**Exercise brief**
Find how many lines in the material below contain the word "mining" and give only that number.

**Data under study**
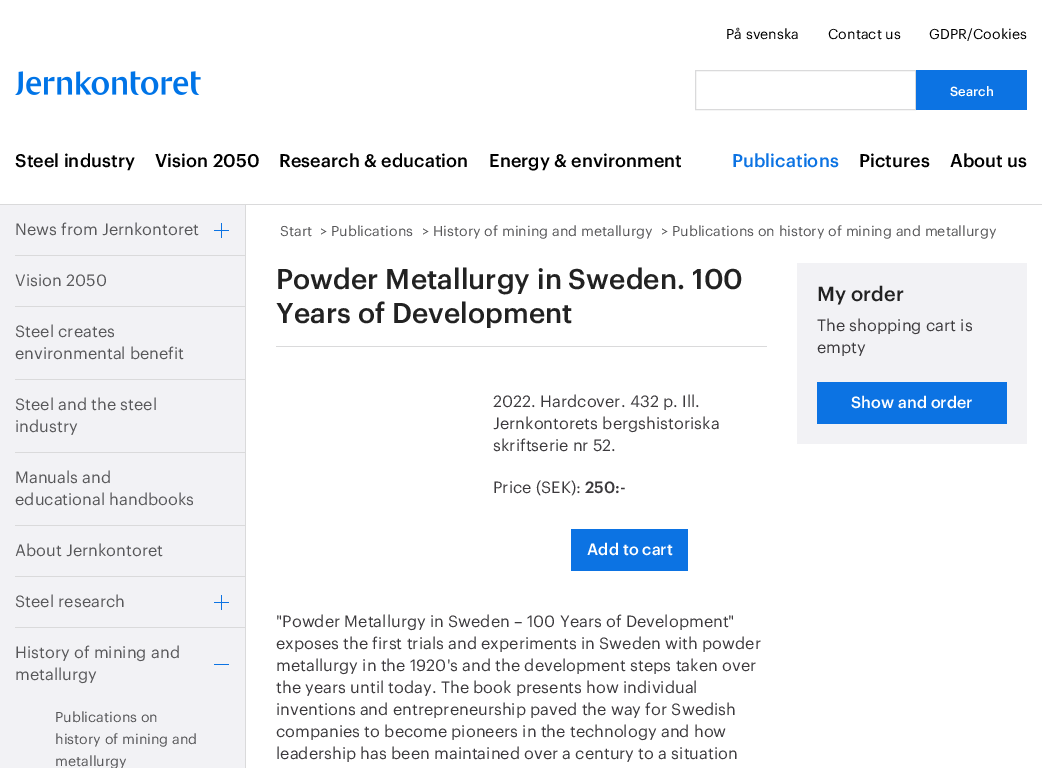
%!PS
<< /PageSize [1042 768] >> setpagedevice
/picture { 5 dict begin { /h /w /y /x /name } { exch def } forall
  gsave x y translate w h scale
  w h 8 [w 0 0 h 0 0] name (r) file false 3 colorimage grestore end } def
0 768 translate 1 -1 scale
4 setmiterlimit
1 setgray
0 0 1042 768 rectfill
/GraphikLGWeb-Regular [14 0 0 -14 0 0] selectfont
0 setgray
726 39 moveto (På svenska) show
828 39 moveto (Contact us) show
929 39 moveto (GDPR/Cookies) show
(img1.rgb) 15 71 186 24 picture
0.855 0.855 0.859 setrgbcolor
695.5 70.5 220 39 rectstroke
0.047 0.451 0.89 setrgbcolor
916 70 111 40 rectfill
/GraphikLGWeb-Medium [13 0 0 -13 0 0] selectfont
1 setgray
950 96 moveto (Search) show
0.855 0.855 0.859 setrgbcolor
0 204 1042 1 rectfill
/GraphikLGWeb-Medium [18 0 0 -18 0 0] selectfont
0 setgray
15 167 moveto (Steel industry) show
155 167 moveto (Vision 2050) show
279 167 moveto (Research & education) show
489 167 moveto (Energy & environment) show
0.047 0.451 0.89 setrgbcolor
732 167 moveto (Publications) show
0 setgray
859 167 moveto (Pictures) show
950 167 moveto (About us) show
0.949 0.949 0.961 setrgbcolor
0 205 245 563 rectfill
0.855 0.855 0.859 setrgbcolor
245 205 1 563 rectfill
15 255 230 1 rectfill
/GraphikLGWeb-Regular [16 0 0 -16 0 0] selectfont
0.345 0.345 0.353 setrgbcolor
15 235 moveto (News from Jernkontoret) show
0.047 0.451 0.89 setrgbcolor
214 230 15 1 rectfill
221 223 1 15 rectfill
0.855 0.855 0.859 setrgbcolor
15 306 230 1 rectfill
0.345 0.345 0.353 setrgbcolor
15 286 moveto (Vision 2050) show
0.855 0.855 0.859 setrgbcolor
15 379 230 1 rectfill
0.345 0.345 0.353 setrgbcolor
15 337 moveto (Steel creates) show
15 359 moveto (environmental benefit) show
0.855 0.855 0.859 setrgbcolor
15 452 230 1 rectfill
0.345 0.345 0.353 setrgbcolor
15 410 moveto (Steel and the steel) show
15 432 moveto (industry) show
0.855 0.855 0.859 setrgbcolor
15 525 230 1 rectfill
0.345 0.345 0.353 setrgbcolor
15 483 moveto (Manuals and) show
15 505 moveto (educational handbooks) show
0.855 0.855 0.859 setrgbcolor
15 576 230 1 rectfill
0.345 0.345 0.353 setrgbcolor
15 556 moveto (About Jernkontoret) show
0.855 0.855 0.859 setrgbcolor
15 627 230 1 rectfill
0.345 0.345 0.353 setrgbcolor
15 607 moveto (Steel research) show
0.047 0.451 0.89 setrgbcolor
214 602 15 1 rectfill
221 595 1 15 rectfill
0.345 0.345 0.353 setrgbcolor
15 658 moveto (History of mining and) show
15 680 moveto (metallurgy) show
0.047 0.451 0.89 setrgbcolor
214 664 15 1 rectfill
/GraphikLGWeb-Regular [14 0 0 -14 0 0] selectfont
0.345 0.345 0.353 setrgbcolor
55 722 moveto (Publications on) show
55 744 moveto (history of mining and) show
55 766 moveto (metallurgy) show
280 236 moveto (Start) show
320 236 moveto (>) show
331 236 moveto (Publications) show
422 236 moveto (>) show
433 236 moveto (History of mining and metallurgy) show
661 236 moveto (>) show
672 236 moveto (Publications on history of mining and metallurgy) show
0.855 0.855 0.859 setrgbcolor
276 346 491 1 rectfill
/GraphikLGWeb-Medium [28 0 0 -28 0 0] selectfont
0.133 setgray
276 289 moveto (Powder Metallurgy in Sweden. 100) show
276 323 moveto (Years of Development) show
/GraphikLGWeb-Regular [16 0 0 -16 0 0] selectfont
0.235 0.227 0.239 setrgbcolor
493 407 moveto (2022. Hardcover. 432 p. Ill.) show
493 429 moveto (Jernkontorets bergshistoriska) show
493 451 moveto (skriftserie nr 52.) show
493 493 moveto (Price \(SEK\):) show
/GraphikLGWeb-Medium [16 0 0 -16 0 0] selectfont
585 493 moveto (250:-) show
0.047 0.451 0.89 setrgbcolor
571 529 117 42 rectfill
1 setgray
587 555 moveto (Add to cart) show
/GraphikLGWeb-Regular [16 0 0 -16 0 0] selectfont
0.235 0.227 0.239 setrgbcolor
276 627 moveto ("Powder Metallurgy in Sweden – 100 Years of Development") show
276 649 moveto (exposes the first trials and experiments in Sweden with powder) show
276 671 moveto (metallurgy in the 1920's and the development steps taken over) show
276 693 moveto (the years until today. The book presents how individual) show
276 715 moveto (inventions and entrepreneurship paved the way for Swedish) show
276 737 moveto (companies to become pioneers in the technology and how) show
276 759 moveto (leadership has been maintained over a century to a situation) show
0.949 0.949 0.961 setrgbcolor
797 263 230 181 rectfill
/GraphikLGWeb-Medium [20 0 0 -20 0 0] selectfont
0.133 setgray
817 301 moveto (My order) show
/GraphikLGWeb-Regular [16 0 0 -16 0 0] selectfont
0.235 0.227 0.239 setrgbcolor
817 331 moveto (The shopping cart is) show
817 353 moveto (empty) show
0.047 0.451 0.89 setrgbcolor
817 382 190 42 rectfill
/GraphikLGWeb-Medium [16 0 0 -16 0 0] selectfont
1 setgray
851 408 moveto (Show and order) show
showpage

**Response to the task**
4